Glossary

algorithm

A specific technique or procedure for producing a data mining model. An algorithm uses a specific model representation and may support one or more functional areas. Examples of algorithms used by ODM include Naive Bayes and Adaptive Bayes Networks for classification, k-means and O-Cluster for clustering, predictive variance for attribute importance, and Apriori for association rules.

algorithm settings

The settings that specify algorithm-specific behavior for model building.

apply output

A user specification describing the kind of output desired from applying a model to data. This output may include predicted values, associated probabilities, key values, and other supplementary data.

association rules

A data mining function that captures co-occurrence of items among transactions. A typical rule is an implication of the form A -> B, which means that the presence of itemset A implies the presence of itemset B with certain support and confidence. The support of the rule is the ratio of the number of transactions where the itemsets A and B are present to the total number of transactions. The confidence of the rule is the ratio of the number of transactions where the itemsets A and B are present to the number of transactions where itemset A is present. ODM uses the Apriori algorithm for association rules.

attribute

An instance of Attribute maps to a column with a name and data type. The attribute corresponds to a column in a database table. When assigned to a column, the column must have a compatible data type; if the data type is not compatible, a runtime exception is likely. Attributes are also called variables, features, data fields, or table columns.

attribute importance

A measure of the importance of an attribute in predicting a specified target. The measure of different attributes of a build data table enables users to select the attributes that are found to be most relevant to a mining model. A smaller set of attributes results in a faster model build; the resulting model could be more accurate. ODM uses the predictive variance algorithm for attribute importance. Also known as feature selection and key fields.

attribute usage

Specifies how a logical attribute is to be used when building a model, for example, active or supplementary, suppressing automatic data preprocessing, and assigning a weight to a particular attribute. See also attributes usage set.

attributes usage set

A collection of attribute usage objects that together determine how the logical attributes specified in a logical data object are to be used.

binning

See discretization.

case

All the data collected about a specific transaction or related set of values.

categorical attribute

An attribute where the values correspond to discrete categories. For example, state is a categorical attribute with discrete values (CA, NY, MA, etc.). Categorical attributes are either non-ordered (nominal) like state, gender, etc., or ordered (ordinal) such as high, medium, or low temperatures.

centroid

See cluster centroid.

classification

A data mining function for predicting target values for new records using a model built from records with known target values. ODM supports two algorithms for classification, Naive Bayes and Adaptive Bayes Networks.

cluster centroid

The cluster centroid is the vector that encodes, for each attribute, either the mean (if the attribute is numerical) or the mode (if the attribute is categorical) of the cases in the build data assigned to a cluster.

clustering

A data mining function for finding naturally occurring groupings in data.

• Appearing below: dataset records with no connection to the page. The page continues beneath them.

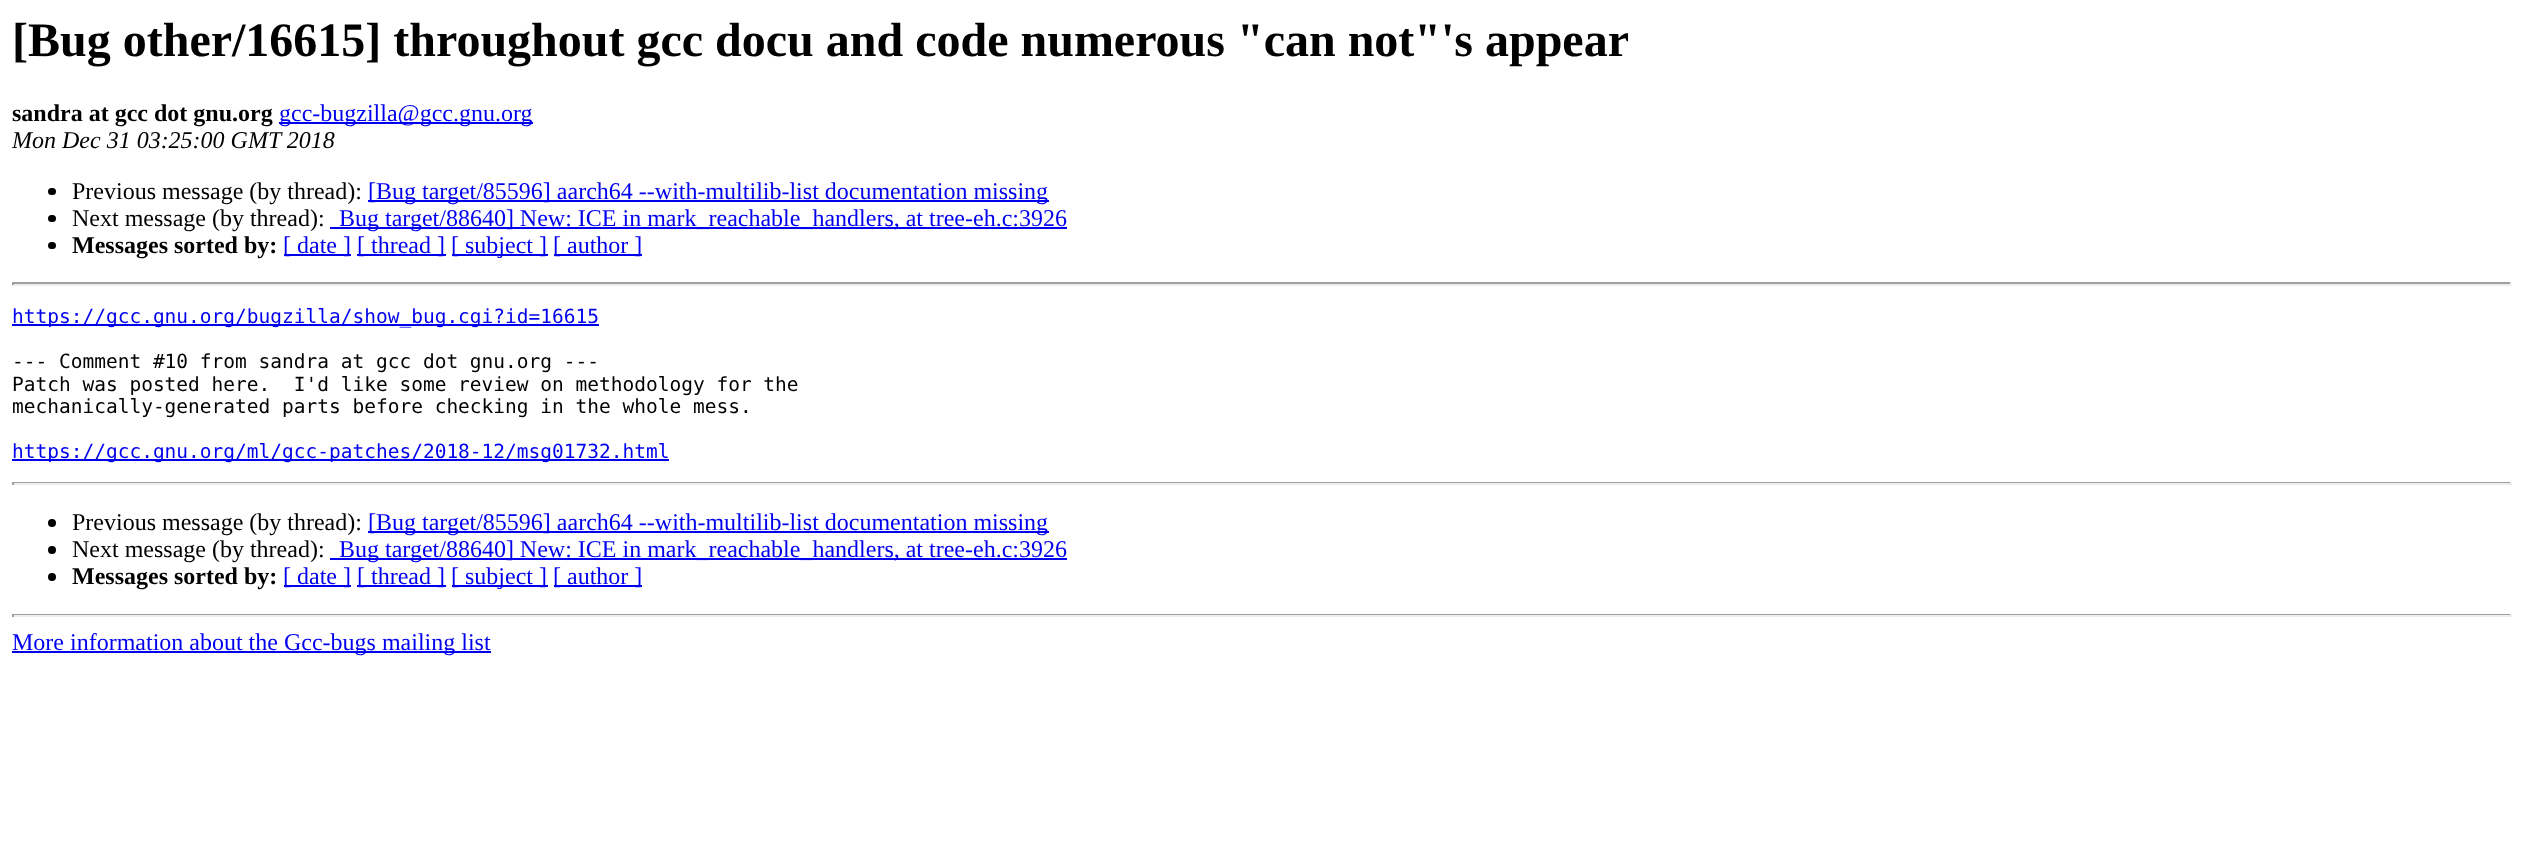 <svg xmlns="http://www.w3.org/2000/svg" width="2522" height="849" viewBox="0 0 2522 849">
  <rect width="100%" height="100%" fill="rgb(255,255,255)"/>
  <text x="12" y="56" font-family="Liberation Serif" font-size="48" font-weight="bold" fill="rgb(0,0,0)">[Bug other/16615] throughout gcc docu and code numerous "can not"'s appear</text>
  <text x="12" y="121" font-family="Liberation Serif" font-size="24" font-weight="bold" fill="rgb(0,0,0)">sandra at gcc dot gnu.org</text>
  <rect x="279" y="122" width="254" height="2" fill="rgb(0,0,238)"/>
  <text x="279" y="121" font-family="Liberation Serif" font-size="24" fill="rgb(0,0,238)">gcc-bugzilla@gcc.gnu.org</text>
  <text x="12" y="148" font-family="Liberation Serif" font-size="24" font-style="italic" fill="rgb(0,0,0)">Mon Dec 31 03:25:00 GMT 2018</text>
  <rect x="48" y="188" width="8" height="7" rx="3.5" fill="rgb(0,0,0)"/>
  <text x="72" y="199" font-family="Liberation Serif" font-size="24" fill="rgb(0,0,0)">Previous message (by thread):</text>
  <rect x="368" y="200" width="681" height="2" fill="rgb(0,0,238)"/>
  <text x="368" y="199" font-family="Liberation Serif" font-size="24" fill="rgb(0,0,238)">[Bug target/85596] aarch64 --with-multilib-list documentation missing</text>
  <rect x="48" y="215" width="8" height="7" rx="3.5" fill="rgb(0,0,0)"/>
  <text x="72" y="226" font-family="Liberation Serif" font-size="24" fill="rgb(0,0,0)">Next message (by thread):</text>
  <rect x="330" y="227" width="737" height="2" fill="rgb(0,0,238)"/>
  <text x="339" y="226" font-family="Liberation Serif" font-size="24" fill="rgb(0,0,238)">Bug target/88640] New: ICE in mark_reachable_handlers, at tree-eh.c:3926</text>
  <rect x="48" y="242" width="8" height="7" rx="3.5" fill="rgb(0,0,0)"/>
  <text x="72" y="253" font-family="Liberation Serif" font-size="24" font-weight="bold" fill="rgb(0,0,0)">Messages sorted by:</text>
  <rect x="284" y="254" width="67" height="2" fill="rgb(0,0,238)"/>
  <text x="283" y="253" font-family="Liberation Serif" font-size="24" fill="rgb(0,0,238)">[ date ]</text>
  <rect x="357" y="254" width="89" height="2" fill="rgb(0,0,238)"/>
  <text x="357" y="253" font-family="Liberation Serif" font-size="24" fill="rgb(0,0,238)">[ thread ]</text>
  <rect x="452" y="254" width="96" height="2" fill="rgb(0,0,238)"/>
  <text x="451" y="253" font-family="Liberation Serif" font-size="24" fill="rgb(0,0,238)">[ subject ]</text>
  <rect x="554" y="254" width="88" height="2" fill="rgb(0,0,238)"/>
  <text x="553" y="253" font-family="Liberation Serif" font-size="24" fill="rgb(0,0,238)">[ author ]</text>
  <rect x="12" y="282" width="2499" height="2" fill="rgb(159,159,159)"/>
  <rect x="2510" y="282" width="2" height="3" fill="rgb(238,238,238)"/>
  <rect x="12" y="284" width="2499" height="2" fill="rgb(238,238,238)"/>
  <rect x="12" y="282" width="2" height="3" fill="rgb(159,159,159)"/>
  <rect x="12" y="324" width="587" height="2" fill="rgb(0,0,238)"/>
  <text x="12" y="323" font-family="DejaVu Sans Mono" font-size="19.5" fill="rgb(0,0,238)">https://gcc.gnu.org/bugzilla/show_bug.cgi?id=16615</text>
  <g font-family="DejaVu Sans Mono" font-size="19.5" fill="rgb(0,0,0)">
    <text xml:space="preserve"><tspan x="12" y="368">--- Comment #10 from sandra at gcc dot gnu.org ---</tspan><tspan x="12" y="391">Patch was posted here.  I'd like some review on methodology for the</tspan><tspan x="12" y="413">mechanically-generated parts before checking in the whole mess.</tspan></text>
  </g>
  <rect x="12" y="459" width="657" height="2" fill="rgb(0,0,238)"/>
  <text x="12" y="458" font-family="DejaVu Sans Mono" font-size="19.5" fill="rgb(0,0,238)">https://gcc.gnu.org/ml/gcc-patches/2018-12/msg01732.html</text>
  <rect x="12" y="482" width="2499" height="1" fill="rgb(159,159,159)"/>
  <rect x="2510" y="482" width="2" height="3" fill="rgb(238,238,238)"/>
  <rect x="12" y="483" width="2499" height="2" fill="rgb(238,238,238)"/>
  <rect x="12" y="482" width="2" height="3" fill="rgb(159,159,159)"/>
  <circle cx="52" cy="523" r="4" fill="rgb(0,0,0)"/>
  <text x="72" y="530" font-family="Liberation Serif" font-size="24" fill="rgb(0,0,0)">Previous message (by thread):</text>
  <rect x="368" y="531" width="681" height="2" fill="rgb(0,0,238)"/>
  <text x="368" y="530" font-family="Liberation Serif" font-size="24" fill="rgb(0,0,238)">[Bug target/85596] aarch64 --with-multilib-list documentation missing</text>
  <circle cx="52" cy="550" r="4" fill="rgb(0,0,0)"/>
  <text x="72" y="557" font-family="Liberation Serif" font-size="24" fill="rgb(0,0,0)">Next message (by thread):</text>
  <rect x="330" y="558" width="737" height="2" fill="rgb(0,0,238)"/>
  <text x="339" y="557" font-family="Liberation Serif" font-size="24" fill="rgb(0,0,238)">Bug target/88640] New: ICE in mark_reachable_handlers, at tree-eh.c:3926</text>
  <circle cx="52" cy="577" r="4" fill="rgb(0,0,0)"/>
  <text x="72" y="584" font-family="Liberation Serif" font-size="24" font-weight="bold" fill="rgb(0,0,0)">Messages sorted by:</text>
  <rect x="284" y="585" width="67" height="2" fill="rgb(0,0,238)"/>
  <text x="283" y="584" font-family="Liberation Serif" font-size="24" fill="rgb(0,0,238)">[ date ]</text>
  <rect x="357" y="585" width="89" height="2" fill="rgb(0,0,238)"/>
  <text x="357" y="584" font-family="Liberation Serif" font-size="24" fill="rgb(0,0,238)">[ thread ]</text>
  <rect x="452" y="585" width="96" height="2" fill="rgb(0,0,238)"/>
  <text x="451" y="584" font-family="Liberation Serif" font-size="24" fill="rgb(0,0,238)">[ subject ]</text>
  <rect x="554" y="585" width="88" height="2" fill="rgb(0,0,238)"/>
  <text x="553" y="584" font-family="Liberation Serif" font-size="24" fill="rgb(0,0,238)">[ author ]</text>
  <rect x="12" y="614" width="2499" height="1" fill="rgb(159,159,159)"/>
  <rect x="2510" y="614" width="2" height="3" fill="rgb(238,238,238)"/>
  <rect x="12" y="615" width="2499" height="2" fill="rgb(238,238,238)"/>
  <rect x="12" y="614" width="2" height="3" fill="rgb(159,159,159)"/>
  <rect x="12" y="651" width="479" height="2" fill="rgb(0,0,238)"/>
  <text x="12" y="650" font-family="Liberation Serif" font-size="24" fill="rgb(0,0,238)">More information about the Gcc-bugs mailing list</text>
</svg>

More precisely, given a set of data points, each having a set of attributes, and a similarity measure among them, clustering is the process of grouping the data points into different clusters such that data points in the same cluster are more similar to one another and data points in different clusters are less similar to one another. ODM supports two algorithms for clustering, k-means and O-Cluster.

confusion matrix

Measures the correctness of predictions made by a model from a text task. The row indexes of a confusion matrix correspond to actual values observed and provided in the test data. These were used for model building. The column indexes correspond to predicted values produced by applying the model. For any pair of actual/predicted indexes, the value indicates the number of records classified in that pairing.

When predicted value equals actual value, the model produces correct predictions. All other entries indicate errors.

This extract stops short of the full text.